§ **About this exercise**:
Once every line in the data that follows has been checked for the word "Answer", give only the number of lines that hold it.

§ **Records supplied**:
────────

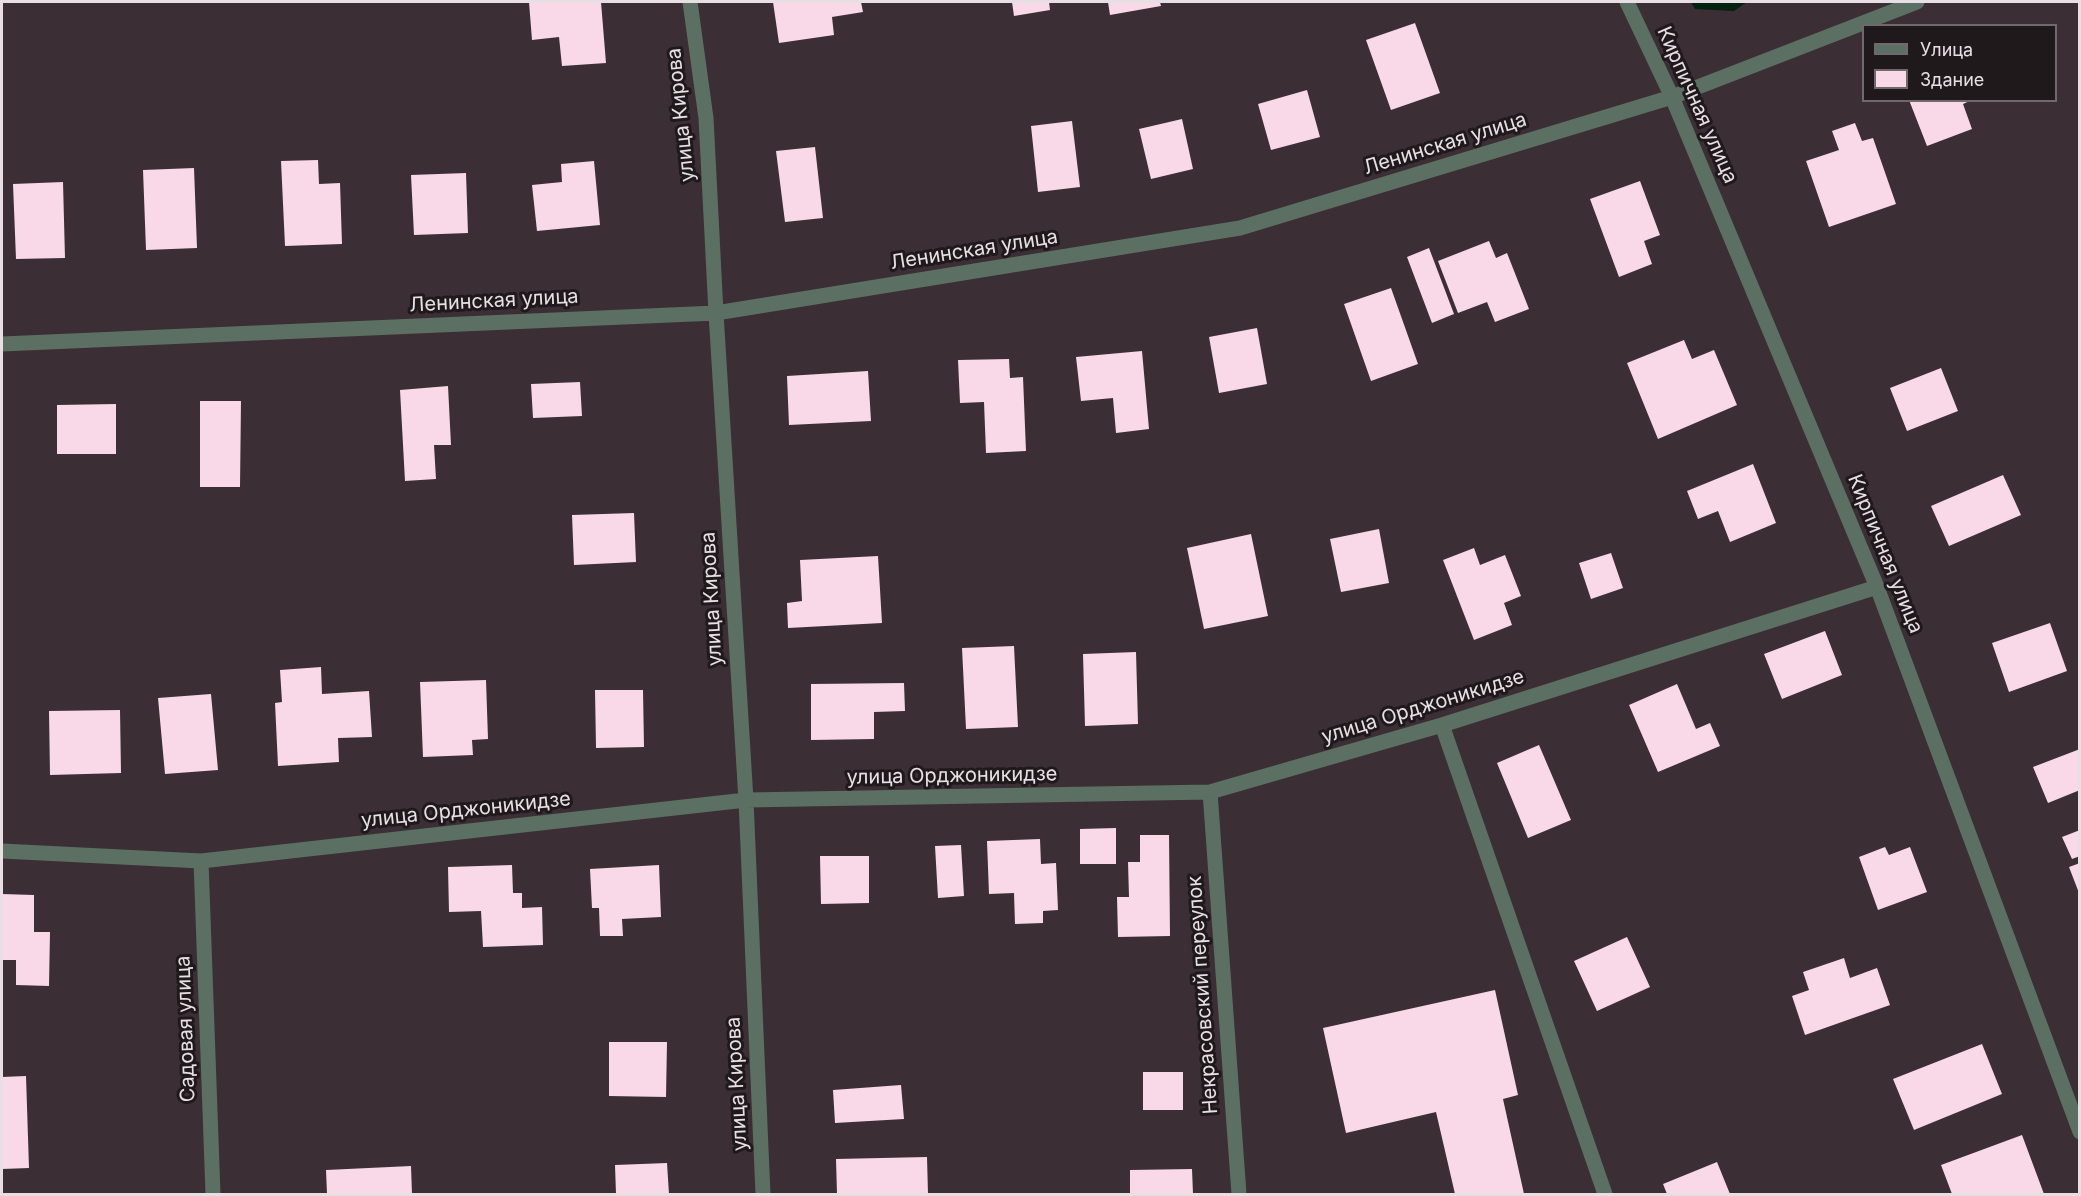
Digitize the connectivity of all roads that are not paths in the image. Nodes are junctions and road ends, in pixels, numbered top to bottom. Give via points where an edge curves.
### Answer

────────

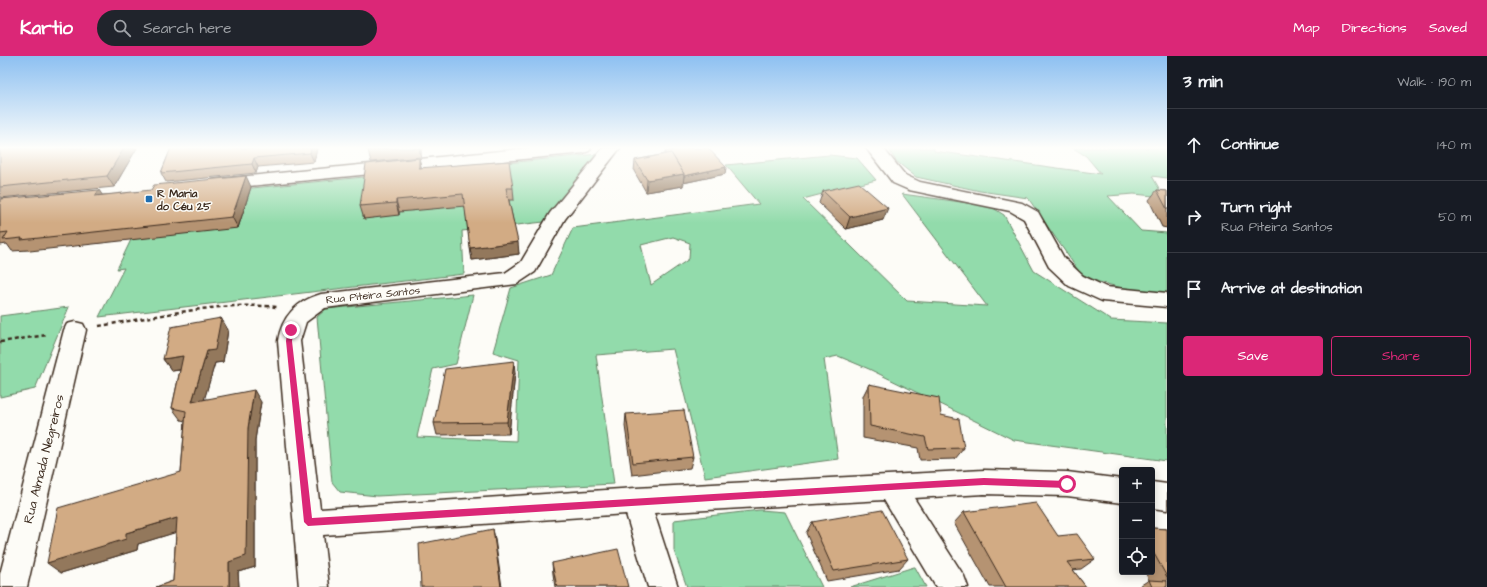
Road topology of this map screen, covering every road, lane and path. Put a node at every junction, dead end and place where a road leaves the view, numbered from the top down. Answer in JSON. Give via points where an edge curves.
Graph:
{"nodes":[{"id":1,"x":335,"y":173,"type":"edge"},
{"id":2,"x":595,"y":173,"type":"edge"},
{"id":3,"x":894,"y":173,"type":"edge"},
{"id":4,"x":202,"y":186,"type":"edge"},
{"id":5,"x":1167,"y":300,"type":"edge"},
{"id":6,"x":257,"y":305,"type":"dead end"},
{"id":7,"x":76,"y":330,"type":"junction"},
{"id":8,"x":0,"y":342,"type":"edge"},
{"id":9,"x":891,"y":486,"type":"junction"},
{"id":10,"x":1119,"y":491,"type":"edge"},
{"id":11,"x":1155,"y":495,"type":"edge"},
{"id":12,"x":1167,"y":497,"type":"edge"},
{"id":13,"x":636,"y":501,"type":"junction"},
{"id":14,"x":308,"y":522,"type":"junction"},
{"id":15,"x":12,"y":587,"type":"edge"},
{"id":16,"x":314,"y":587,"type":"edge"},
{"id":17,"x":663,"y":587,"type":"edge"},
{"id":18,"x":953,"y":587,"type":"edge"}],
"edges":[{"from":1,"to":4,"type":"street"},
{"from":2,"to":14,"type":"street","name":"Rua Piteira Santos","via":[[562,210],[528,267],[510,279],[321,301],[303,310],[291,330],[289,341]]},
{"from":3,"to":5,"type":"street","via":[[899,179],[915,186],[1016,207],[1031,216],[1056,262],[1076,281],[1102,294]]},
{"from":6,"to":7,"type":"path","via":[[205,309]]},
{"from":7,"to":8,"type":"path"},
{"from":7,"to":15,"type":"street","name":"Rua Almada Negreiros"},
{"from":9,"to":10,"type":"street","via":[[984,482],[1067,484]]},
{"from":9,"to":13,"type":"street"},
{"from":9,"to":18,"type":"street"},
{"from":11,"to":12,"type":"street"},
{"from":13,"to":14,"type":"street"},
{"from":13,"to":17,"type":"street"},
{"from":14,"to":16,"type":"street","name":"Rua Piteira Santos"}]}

────────

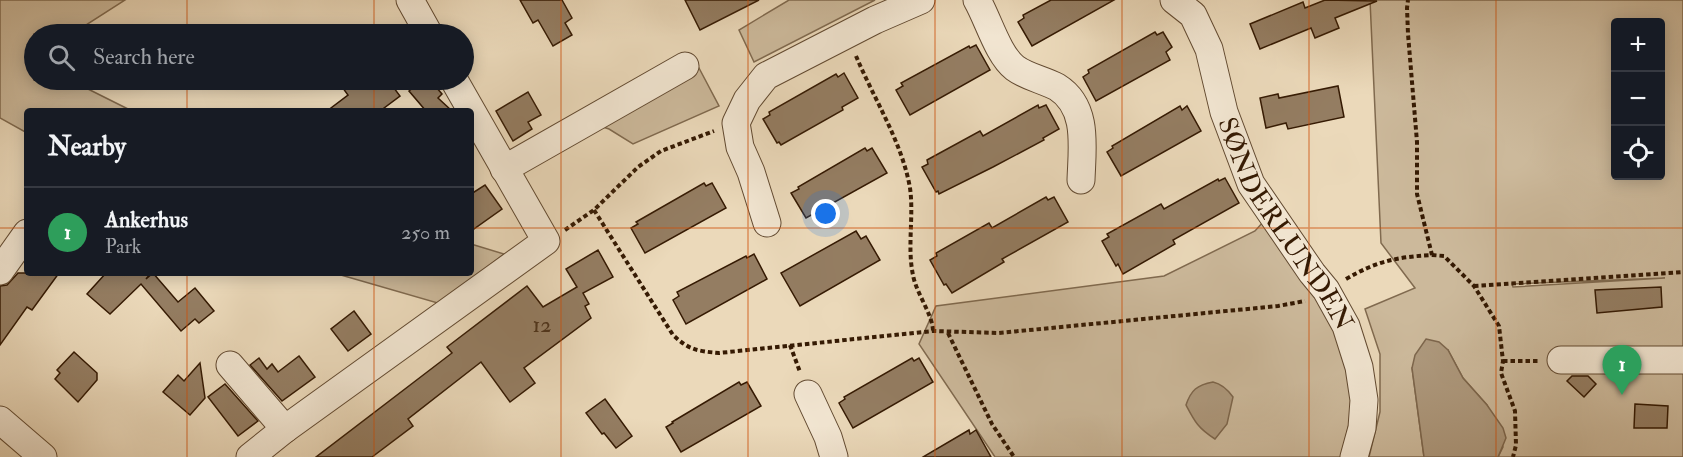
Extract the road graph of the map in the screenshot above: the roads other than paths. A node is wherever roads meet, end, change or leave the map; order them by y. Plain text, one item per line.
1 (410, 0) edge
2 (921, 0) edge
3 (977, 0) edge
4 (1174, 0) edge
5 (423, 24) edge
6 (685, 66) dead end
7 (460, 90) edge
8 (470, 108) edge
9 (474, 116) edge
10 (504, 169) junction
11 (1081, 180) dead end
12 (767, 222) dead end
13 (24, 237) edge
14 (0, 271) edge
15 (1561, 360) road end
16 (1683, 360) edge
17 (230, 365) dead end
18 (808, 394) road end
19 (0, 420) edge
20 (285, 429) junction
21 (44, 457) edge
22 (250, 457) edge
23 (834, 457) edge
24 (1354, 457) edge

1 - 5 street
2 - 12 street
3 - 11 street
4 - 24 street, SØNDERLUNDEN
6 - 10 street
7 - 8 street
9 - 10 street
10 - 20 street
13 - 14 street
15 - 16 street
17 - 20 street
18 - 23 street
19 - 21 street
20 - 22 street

────────

§ **Exercise solution**:
2